Lab Practical

Practical 1

ECE279 6 min read 7 practicals total

Practical 1: The Electronics Expedition

1. Aim/Objective

To identify, categorize, and familiarize with basic electronic active and passive components, breadboards (trainer modules), input sources (DC Power Supply, Function Generator), and measuring/display instruments (Digital Multimeter, CRO/DSO).

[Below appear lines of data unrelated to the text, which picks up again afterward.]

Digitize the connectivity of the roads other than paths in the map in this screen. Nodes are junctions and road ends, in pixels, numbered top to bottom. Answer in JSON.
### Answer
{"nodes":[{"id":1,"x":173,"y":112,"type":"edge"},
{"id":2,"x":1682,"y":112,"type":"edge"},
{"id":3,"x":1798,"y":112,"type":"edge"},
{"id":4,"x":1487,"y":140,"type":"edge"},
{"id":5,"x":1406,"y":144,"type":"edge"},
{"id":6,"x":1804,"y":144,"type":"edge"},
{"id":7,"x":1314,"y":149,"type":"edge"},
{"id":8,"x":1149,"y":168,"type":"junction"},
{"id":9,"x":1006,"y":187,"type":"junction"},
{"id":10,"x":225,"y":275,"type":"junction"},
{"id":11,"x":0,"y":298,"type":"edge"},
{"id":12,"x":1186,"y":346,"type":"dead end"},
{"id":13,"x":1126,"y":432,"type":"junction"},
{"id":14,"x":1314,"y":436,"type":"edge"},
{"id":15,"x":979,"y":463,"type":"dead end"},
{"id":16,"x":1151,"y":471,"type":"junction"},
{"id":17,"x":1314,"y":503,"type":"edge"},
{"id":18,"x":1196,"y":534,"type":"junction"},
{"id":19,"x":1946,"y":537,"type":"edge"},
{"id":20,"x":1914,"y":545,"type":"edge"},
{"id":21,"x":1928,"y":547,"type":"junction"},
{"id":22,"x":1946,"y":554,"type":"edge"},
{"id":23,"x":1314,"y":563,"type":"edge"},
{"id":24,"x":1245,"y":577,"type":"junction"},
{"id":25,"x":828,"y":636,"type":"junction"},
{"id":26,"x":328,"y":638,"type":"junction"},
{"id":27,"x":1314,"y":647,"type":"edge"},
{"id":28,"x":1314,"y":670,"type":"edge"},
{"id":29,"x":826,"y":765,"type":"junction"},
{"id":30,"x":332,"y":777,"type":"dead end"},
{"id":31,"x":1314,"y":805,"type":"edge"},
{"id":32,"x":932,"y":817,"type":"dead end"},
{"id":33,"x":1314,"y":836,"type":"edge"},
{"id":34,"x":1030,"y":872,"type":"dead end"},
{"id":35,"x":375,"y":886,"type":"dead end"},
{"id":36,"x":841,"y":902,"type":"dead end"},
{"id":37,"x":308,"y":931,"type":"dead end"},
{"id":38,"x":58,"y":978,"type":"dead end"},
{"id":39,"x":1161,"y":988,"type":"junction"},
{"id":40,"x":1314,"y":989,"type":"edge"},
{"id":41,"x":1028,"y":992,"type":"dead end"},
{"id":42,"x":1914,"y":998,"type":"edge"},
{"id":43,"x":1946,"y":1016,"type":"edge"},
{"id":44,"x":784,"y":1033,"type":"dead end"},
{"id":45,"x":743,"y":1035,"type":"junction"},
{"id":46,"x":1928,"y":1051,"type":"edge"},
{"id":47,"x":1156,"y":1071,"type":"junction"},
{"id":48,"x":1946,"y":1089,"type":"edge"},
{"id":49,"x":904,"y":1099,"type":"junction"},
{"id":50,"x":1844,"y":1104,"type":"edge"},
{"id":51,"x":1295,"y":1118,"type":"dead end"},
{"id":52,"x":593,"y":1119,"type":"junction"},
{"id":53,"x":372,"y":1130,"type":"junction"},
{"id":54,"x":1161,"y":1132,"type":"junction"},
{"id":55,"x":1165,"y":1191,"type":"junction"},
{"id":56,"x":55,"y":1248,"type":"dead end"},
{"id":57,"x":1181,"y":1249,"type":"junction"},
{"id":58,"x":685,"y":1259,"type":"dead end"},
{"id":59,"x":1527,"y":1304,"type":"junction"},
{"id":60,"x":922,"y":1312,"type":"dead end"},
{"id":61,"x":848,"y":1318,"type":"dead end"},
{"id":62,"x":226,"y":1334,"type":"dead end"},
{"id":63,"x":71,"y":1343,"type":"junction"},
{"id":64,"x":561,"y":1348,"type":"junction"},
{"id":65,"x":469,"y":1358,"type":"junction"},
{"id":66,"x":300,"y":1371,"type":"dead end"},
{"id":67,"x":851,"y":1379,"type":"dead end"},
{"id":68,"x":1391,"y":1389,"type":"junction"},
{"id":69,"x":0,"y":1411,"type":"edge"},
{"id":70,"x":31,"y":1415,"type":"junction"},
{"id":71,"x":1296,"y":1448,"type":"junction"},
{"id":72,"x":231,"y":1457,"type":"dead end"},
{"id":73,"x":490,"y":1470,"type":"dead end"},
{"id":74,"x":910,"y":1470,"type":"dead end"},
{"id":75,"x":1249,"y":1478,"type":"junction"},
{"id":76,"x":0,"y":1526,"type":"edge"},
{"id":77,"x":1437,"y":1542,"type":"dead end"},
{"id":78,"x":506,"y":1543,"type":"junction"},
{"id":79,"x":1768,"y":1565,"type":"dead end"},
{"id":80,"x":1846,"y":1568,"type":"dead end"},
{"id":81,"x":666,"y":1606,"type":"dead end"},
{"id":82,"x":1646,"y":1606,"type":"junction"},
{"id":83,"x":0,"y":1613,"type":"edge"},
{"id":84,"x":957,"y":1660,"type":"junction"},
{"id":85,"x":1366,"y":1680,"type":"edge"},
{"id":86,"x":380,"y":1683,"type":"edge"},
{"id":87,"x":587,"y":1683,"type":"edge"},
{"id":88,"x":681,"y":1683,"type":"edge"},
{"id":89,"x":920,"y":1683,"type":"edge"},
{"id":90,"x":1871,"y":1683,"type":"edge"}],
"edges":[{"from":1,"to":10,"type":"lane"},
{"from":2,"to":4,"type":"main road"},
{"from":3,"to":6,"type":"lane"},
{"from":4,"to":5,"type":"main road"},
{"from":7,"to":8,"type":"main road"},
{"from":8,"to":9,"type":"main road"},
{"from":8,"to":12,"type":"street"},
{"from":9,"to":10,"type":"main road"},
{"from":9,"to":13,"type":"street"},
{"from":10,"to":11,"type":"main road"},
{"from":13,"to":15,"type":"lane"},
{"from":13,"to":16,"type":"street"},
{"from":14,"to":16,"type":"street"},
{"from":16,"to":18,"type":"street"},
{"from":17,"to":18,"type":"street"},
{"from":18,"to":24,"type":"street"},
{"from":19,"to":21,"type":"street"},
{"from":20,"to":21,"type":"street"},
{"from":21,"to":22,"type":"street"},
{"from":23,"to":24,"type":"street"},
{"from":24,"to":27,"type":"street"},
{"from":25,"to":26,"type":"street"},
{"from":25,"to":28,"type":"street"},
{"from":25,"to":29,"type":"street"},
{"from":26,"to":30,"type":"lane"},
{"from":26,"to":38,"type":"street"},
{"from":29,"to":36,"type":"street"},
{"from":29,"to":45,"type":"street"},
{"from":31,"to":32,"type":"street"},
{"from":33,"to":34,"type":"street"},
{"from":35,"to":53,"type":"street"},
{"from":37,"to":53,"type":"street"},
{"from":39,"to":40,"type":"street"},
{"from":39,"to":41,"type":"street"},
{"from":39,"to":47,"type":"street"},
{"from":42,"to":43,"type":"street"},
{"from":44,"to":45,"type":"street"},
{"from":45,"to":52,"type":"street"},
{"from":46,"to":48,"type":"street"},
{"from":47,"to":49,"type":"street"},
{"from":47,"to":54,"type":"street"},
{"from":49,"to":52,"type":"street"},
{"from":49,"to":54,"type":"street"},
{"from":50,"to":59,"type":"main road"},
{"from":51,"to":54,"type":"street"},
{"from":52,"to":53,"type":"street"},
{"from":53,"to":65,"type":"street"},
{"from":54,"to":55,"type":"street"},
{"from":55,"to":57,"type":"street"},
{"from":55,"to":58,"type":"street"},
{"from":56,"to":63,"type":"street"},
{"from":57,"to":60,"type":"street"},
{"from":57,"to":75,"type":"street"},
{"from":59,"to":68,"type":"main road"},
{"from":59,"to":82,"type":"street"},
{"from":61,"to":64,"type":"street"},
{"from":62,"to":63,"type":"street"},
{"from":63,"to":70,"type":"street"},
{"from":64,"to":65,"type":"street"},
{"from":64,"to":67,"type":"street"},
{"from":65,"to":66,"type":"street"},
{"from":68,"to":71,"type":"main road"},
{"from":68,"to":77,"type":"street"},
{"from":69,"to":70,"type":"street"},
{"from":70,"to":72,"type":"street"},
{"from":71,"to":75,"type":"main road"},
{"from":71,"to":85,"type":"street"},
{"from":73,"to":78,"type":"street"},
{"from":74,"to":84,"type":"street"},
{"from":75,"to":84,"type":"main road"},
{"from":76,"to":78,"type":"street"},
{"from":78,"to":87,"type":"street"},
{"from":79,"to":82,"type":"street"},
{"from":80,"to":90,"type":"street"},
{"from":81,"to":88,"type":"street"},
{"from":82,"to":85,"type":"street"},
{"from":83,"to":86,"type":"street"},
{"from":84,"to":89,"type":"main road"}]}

2. Apparatus/Components Required

Passive Components: Assorted Resistors (Carbon film), Capacitors (Ceramic disk, Electrolytic), Inductors, Transformers.
Active Components: Diodes (1N4007), Zener Diodes, Transistors (BJT BC547), Integrated Circuits (e.g., 555 Timer, 7400 series).
Prototyping Hardware: Breadboard / Analog-Digital Trainer Kit, Connecting wires (single strand).
Input Sources: Regulated DC Power Supply (0-30V), Function Generator (1Hz - 1MHz).
Measuring Instruments: Digital Multimeter (DMM), Cathode Ray Oscilloscope (CRO) or Digital Storage Oscilloscope (DSO).

3. Theory

A. Electronic Components

Components are classified into two categories:

Passive Components: Devices that cannot introduce net energy into the circuit. They rely on a source of power.
- Resistor (R): Opposes the flow of current. Unit: Ohm ( $\Omega$ ).
- Capacitor (C): Stores electrical energy in an electric field. Unit: Farad (F).
- Inductor (L): Stores electrical energy in a magnetic field. Unit: Henry (H).
Active Components: Devices capable of amplifying signals or switching currents. They require an external source to operate.
- Diode: Allows current to flow in only one direction (rectification).
- Transistor: A semiconductor device used to amplify or switch electrical signals and power.
- Integrated Circuit (IC): A set of electronic circuits on one small flat piece (or "chip") of semiconductor material.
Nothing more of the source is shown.